* _Your goal_:
From the records below, copy every line that contains the word "place".

* _Source information_:
Segment Open

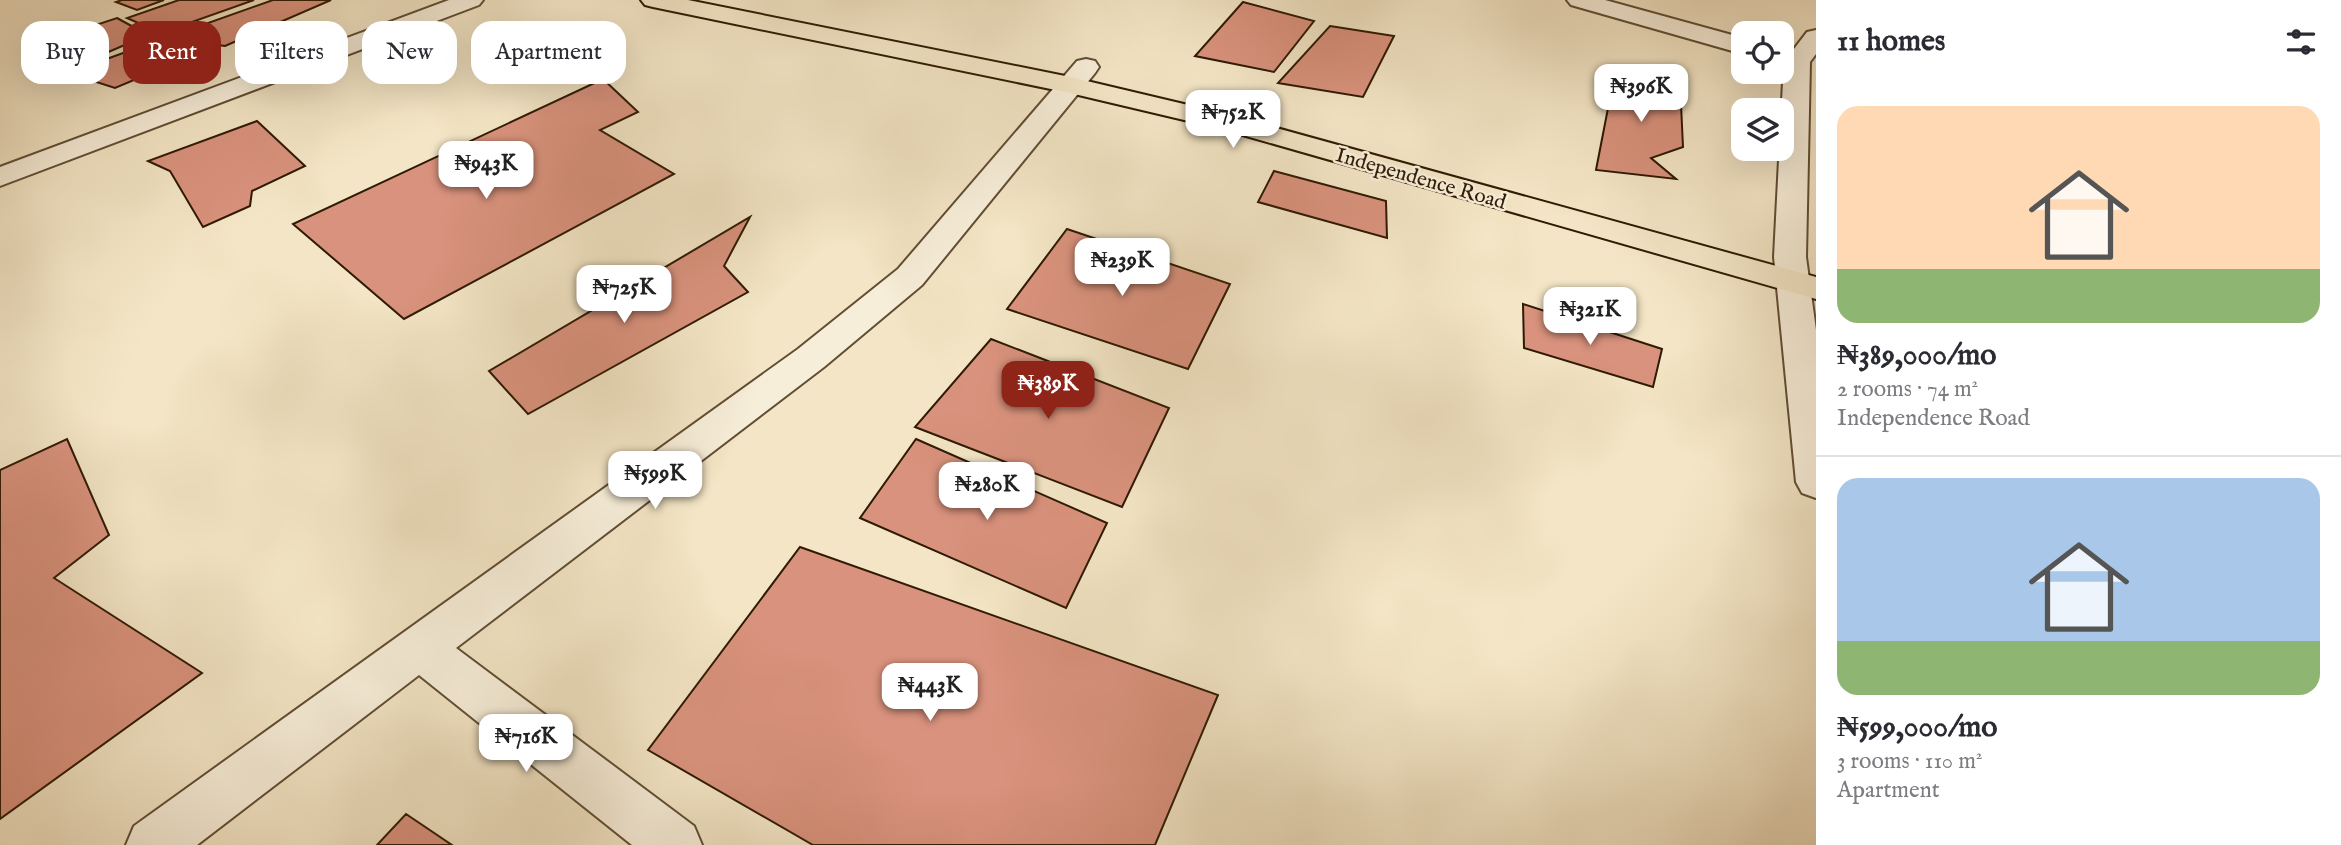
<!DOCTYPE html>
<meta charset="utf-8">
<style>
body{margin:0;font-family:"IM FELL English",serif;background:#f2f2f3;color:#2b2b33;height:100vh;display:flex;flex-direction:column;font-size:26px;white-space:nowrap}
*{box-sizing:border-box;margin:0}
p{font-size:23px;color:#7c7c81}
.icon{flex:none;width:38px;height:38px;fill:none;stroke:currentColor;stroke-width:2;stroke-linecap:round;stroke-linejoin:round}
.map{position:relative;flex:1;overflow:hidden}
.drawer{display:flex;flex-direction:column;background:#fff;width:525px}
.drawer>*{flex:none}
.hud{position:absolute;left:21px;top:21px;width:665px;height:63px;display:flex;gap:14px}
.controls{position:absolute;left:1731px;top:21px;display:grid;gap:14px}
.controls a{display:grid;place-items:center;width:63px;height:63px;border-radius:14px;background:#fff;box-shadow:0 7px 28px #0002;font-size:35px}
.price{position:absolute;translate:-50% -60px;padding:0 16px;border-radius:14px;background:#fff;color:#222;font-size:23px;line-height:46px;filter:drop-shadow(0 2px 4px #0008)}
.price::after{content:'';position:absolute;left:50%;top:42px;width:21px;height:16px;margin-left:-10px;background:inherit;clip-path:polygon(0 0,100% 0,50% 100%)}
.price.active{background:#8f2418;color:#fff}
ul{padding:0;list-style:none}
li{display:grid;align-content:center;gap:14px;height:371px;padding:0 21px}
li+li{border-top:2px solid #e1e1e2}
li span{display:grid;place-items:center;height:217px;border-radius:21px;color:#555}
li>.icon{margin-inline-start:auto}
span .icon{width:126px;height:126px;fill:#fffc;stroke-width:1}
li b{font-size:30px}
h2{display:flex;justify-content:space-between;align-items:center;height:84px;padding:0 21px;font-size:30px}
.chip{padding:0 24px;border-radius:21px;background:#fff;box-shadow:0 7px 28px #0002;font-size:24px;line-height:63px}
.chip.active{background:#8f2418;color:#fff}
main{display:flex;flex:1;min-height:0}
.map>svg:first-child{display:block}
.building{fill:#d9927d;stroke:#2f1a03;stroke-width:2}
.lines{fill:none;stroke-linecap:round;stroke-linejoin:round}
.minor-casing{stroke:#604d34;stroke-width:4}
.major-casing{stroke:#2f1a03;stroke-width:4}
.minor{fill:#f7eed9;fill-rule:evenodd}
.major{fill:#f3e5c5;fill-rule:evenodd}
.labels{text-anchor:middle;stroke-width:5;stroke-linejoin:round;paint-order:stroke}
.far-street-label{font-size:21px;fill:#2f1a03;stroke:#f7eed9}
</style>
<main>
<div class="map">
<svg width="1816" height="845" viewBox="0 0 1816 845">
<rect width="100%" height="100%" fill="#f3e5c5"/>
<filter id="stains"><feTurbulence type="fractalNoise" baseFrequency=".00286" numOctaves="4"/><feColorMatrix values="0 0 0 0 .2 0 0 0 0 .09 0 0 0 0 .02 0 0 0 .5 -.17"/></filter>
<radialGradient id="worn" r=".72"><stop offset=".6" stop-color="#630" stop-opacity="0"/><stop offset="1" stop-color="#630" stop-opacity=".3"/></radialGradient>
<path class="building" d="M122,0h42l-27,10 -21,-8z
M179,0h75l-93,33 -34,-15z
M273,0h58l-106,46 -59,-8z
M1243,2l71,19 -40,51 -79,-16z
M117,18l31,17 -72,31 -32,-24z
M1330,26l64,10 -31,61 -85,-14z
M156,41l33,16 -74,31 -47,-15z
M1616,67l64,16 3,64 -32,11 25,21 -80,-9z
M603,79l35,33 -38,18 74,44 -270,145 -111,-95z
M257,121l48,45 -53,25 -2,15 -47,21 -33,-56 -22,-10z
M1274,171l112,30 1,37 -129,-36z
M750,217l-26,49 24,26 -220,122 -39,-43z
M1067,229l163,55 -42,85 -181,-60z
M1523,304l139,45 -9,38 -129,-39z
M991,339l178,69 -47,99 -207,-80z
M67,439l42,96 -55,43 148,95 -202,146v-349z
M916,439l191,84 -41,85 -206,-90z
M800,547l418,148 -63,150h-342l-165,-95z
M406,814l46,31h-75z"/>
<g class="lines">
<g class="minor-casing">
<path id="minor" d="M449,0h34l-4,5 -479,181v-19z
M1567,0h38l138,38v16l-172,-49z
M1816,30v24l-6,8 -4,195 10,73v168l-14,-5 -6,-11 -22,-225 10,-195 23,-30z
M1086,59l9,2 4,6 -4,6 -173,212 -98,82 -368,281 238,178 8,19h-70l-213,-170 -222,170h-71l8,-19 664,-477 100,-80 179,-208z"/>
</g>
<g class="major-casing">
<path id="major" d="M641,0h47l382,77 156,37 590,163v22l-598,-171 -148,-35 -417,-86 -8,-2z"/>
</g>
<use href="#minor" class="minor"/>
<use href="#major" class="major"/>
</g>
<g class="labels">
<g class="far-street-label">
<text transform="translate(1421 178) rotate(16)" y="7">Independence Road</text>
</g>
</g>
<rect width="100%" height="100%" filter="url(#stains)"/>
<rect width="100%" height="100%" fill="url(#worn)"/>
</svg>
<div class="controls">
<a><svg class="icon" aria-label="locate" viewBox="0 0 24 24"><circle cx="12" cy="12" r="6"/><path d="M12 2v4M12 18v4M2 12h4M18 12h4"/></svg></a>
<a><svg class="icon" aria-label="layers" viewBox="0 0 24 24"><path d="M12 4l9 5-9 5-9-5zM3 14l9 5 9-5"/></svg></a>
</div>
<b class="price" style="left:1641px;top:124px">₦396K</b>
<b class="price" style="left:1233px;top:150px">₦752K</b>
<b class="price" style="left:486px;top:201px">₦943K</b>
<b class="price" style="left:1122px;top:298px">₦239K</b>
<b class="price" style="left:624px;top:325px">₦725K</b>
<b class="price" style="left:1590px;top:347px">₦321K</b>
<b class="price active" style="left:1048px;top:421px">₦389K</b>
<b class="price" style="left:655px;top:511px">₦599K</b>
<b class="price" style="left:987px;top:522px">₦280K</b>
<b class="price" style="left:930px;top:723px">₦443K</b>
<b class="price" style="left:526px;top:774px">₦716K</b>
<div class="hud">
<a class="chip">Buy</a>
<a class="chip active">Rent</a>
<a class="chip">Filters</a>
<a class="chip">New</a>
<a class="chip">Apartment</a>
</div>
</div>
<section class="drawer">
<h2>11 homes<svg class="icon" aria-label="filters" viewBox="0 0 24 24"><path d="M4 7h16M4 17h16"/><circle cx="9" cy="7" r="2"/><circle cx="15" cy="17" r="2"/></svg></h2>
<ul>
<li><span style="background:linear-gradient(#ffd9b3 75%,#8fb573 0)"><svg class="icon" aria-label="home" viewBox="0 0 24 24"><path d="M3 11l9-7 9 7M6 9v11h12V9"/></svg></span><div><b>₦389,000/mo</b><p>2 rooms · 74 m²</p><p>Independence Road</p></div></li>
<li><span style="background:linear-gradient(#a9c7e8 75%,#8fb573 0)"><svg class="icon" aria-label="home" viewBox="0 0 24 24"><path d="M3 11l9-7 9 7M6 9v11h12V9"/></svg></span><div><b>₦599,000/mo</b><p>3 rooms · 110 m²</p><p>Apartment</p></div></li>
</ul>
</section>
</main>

Segment Closed

* _Result of this task_:
.controls a{display:grid;place-items:center;width:63px;height:63px;border-radius:14px;background:#fff;box-shadow:0 7px 28px #0002;font-size:35px}
li span{display:grid;place-items:center;height:217px;border-radius:21px;color:#555}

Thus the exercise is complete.